Já há alguns anos decidi, bem decidido, que meu bem-estar e minha saúde assumiriam o posto de prioridade absoluta na balança da minha vida. Ações que venham contra essa decisão definem, indubitavelmente, a maioria das poucas coisas que me irritam. Venham de onde ou de quem vierem, inclusive de mim mesma.
O problema é que bem-estar e saúde implicam, vez ou outra, em sentimentos ilógicos, até mesmo contraditórios, o que é perfeitamente compreensível e justificável se considerarmos a complexidade do ser humano, bicho de cabeça, corpo e alma, razão, ação e emoção, cheio de sutilezas, enfim. Explico: se sou intolerante à lactose, é natural que uma refeição saudável para mim deve ser livre de leite e derivados; se estou em um jantar com meus entes queridos e o menu inclui uma lasanha cheia de queijo, meu bem-estar pede uma certa flexibilidade digestiva pra contemplar a companhia e compartilhar a refeição sagrada.
Ouvi dizer outro dia que ser feliz dá trabalho. De fato, dá um certo trabalho traçar o caminho do meio. Envolve observar as rotas e suas regras, o conhecido e seguro, e ter discernimento pra ligar tudo isso à nossa própria verdade e aos nossos próprios limites pra escrever nosso próprio mapa.
Escrever o próprio mapa é desafio constante e sem fim. Ao olhar no espelho e perguntar, olho no olho, o que se quer, a resposta deve vir ponderada menos pelo desejo e mais pelos valores que se têm. O "quem você é" é consequência do "quem você quer ser", no sentido de que nossos hábitos nascem dos nossos valores. No sentido inverso, a mesma dependência é válida: hábitos que se prolongam acabam construindo valores, mas acredito que desse lado a transição ocorre mais lentamente. Incoerências em qualquer dos dois caminhos são traduzidas em crises, que nos levam a questionar qual dos lados tem razão, ou, mais uma vez, se há um caminho do meio.

We're all mad here
Meus hábitos me definem, mais do que meus valores, porque são o que existe, de fato.

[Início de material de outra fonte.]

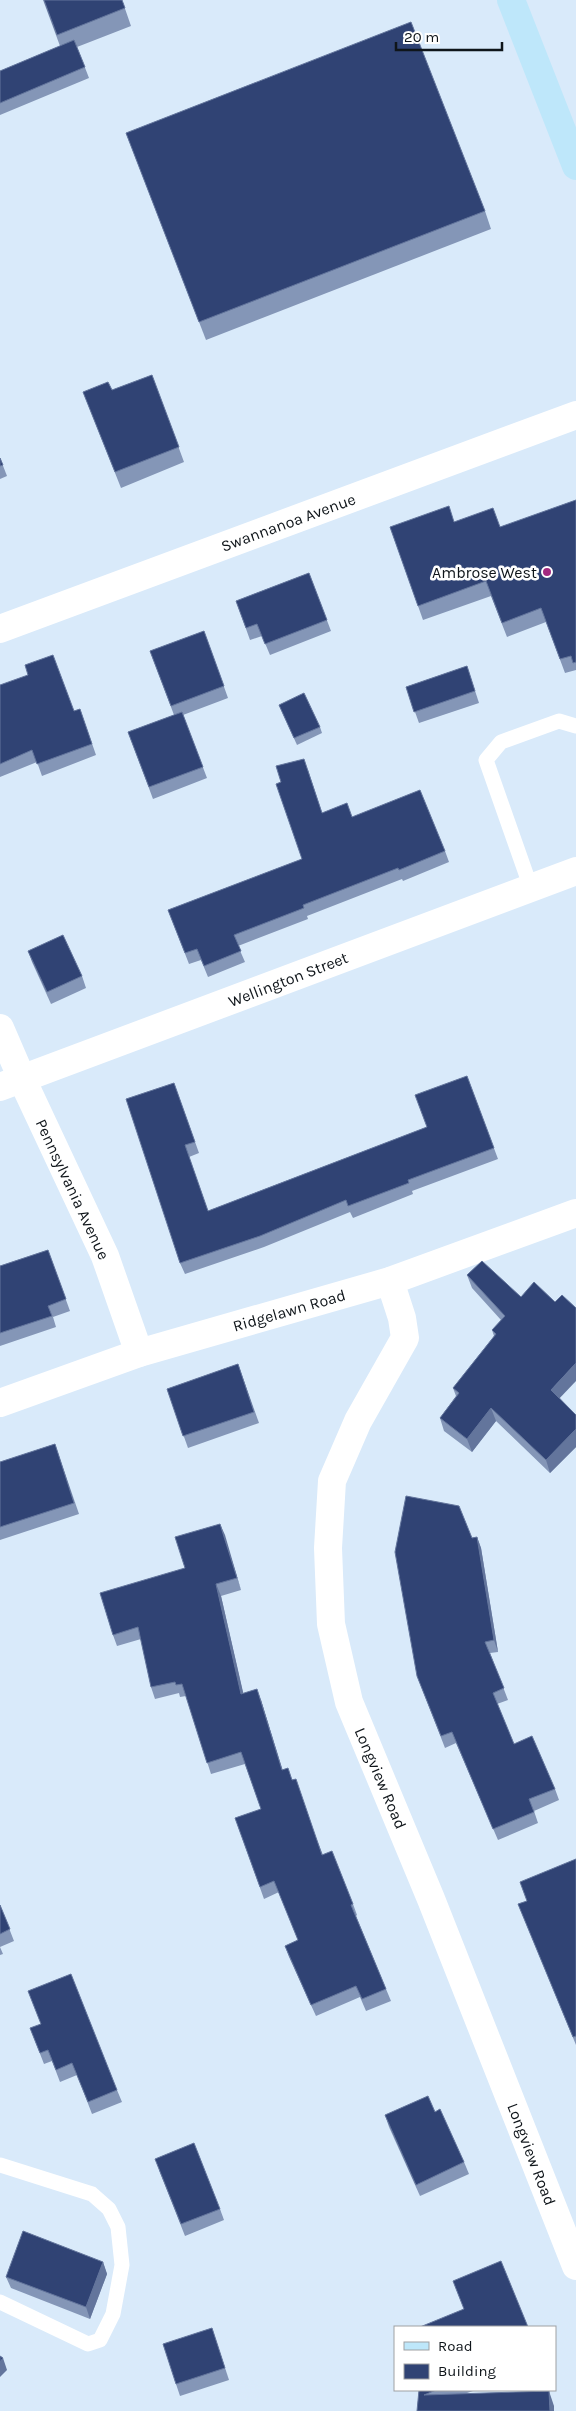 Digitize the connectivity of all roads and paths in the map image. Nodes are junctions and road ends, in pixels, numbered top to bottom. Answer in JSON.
{"nodes":[{"id":1,"x":511,"y":0,"type":"edge"},
{"id":2,"x":576,"y":166,"type":"edge"},
{"id":3,"x":576,"y":415,"type":"edge"},
{"id":4,"x":0,"y":629,"type":"edge"},
{"id":5,"x":576,"y":726,"type":"edge"},
{"id":6,"x":576,"y":872,"type":"edge"},
{"id":7,"x":531,"y":888,"type":"junction"},
{"id":8,"x":0,"y":1028,"type":"edge"},
{"id":9,"x":11,"y":1083,"type":"edge"},
{"id":10,"x":576,"y":1213,"type":"edge"},
{"id":11,"x":390,"y":1281,"type":"junction"},
{"id":12,"x":139,"y":1353,"type":"junction"},
{"id":13,"x":0,"y":1403,"type":"edge"},
{"id":14,"x":0,"y":2165,"type":"edge"},
{"id":15,"x":576,"y":2266,"type":"edge"},
{"id":16,"x":0,"y":2302,"type":"edge"}],
"edges":[{"from":1,"to":2,"type":"main road"},
{"from":3,"to":4,"type":"street","name":"Swannanoa Avenue"},
{"from":5,"to":7,"type":"lane"},
{"from":6,"to":7,"type":"street","name":"Wellington Street"},
{"from":7,"to":9,"type":"street","name":"Wellington Street"},
{"from":8,"to":9,"type":"street","name":"Pennsylvania Avenue"},
{"from":9,"to":12,"type":"street","name":"Pennsylvania Avenue"},
{"from":10,"to":11,"type":"street","name":"Ridgelawn Road"},
{"from":11,"to":12,"type":"street","name":"Ridgelawn Road"},
{"from":11,"to":15,"type":"street","name":"Longview Road"},
{"from":12,"to":13,"type":"street","name":"Ridgelawn Road"},
{"from":14,"to":16,"type":"lane"}]}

Meus valores me guiam, e me lembram quem eu quero ser. Mas não são concretos, não mudam o mundo, não mudam minha vida. Isso cabe aos hábitos.
Saúde e bem-estar resumem, portanto, os valores que mais prezo. Deles procuro cultivar meus hábitos: preparar e comer comida saborosa e natural; praticar yoga, corrida, natação; desligar a cabeça do trabalho quando saio do trabalho; manter a TV desligada; ler sobre o que me agrada; escrever; dormir a noite toda e acordar quando começa o dia; praticar o amor, transitivo e intransitivo; cuidar da minha própria casa; assumir a responsabilidade sobre a minha, e só a minha, vida; terapia; consumir parcimoniosamente; ser flexível; ouvir música calma e positiva; manter uma independência possível; amar (já disse isso?). Nem sempre tudo, nem sempre sempre. Mas continuamente, sinceramente, incansavelmente.
Ser feliz dá trabalho, mas é o tipo de trabalho que acalenta a alma.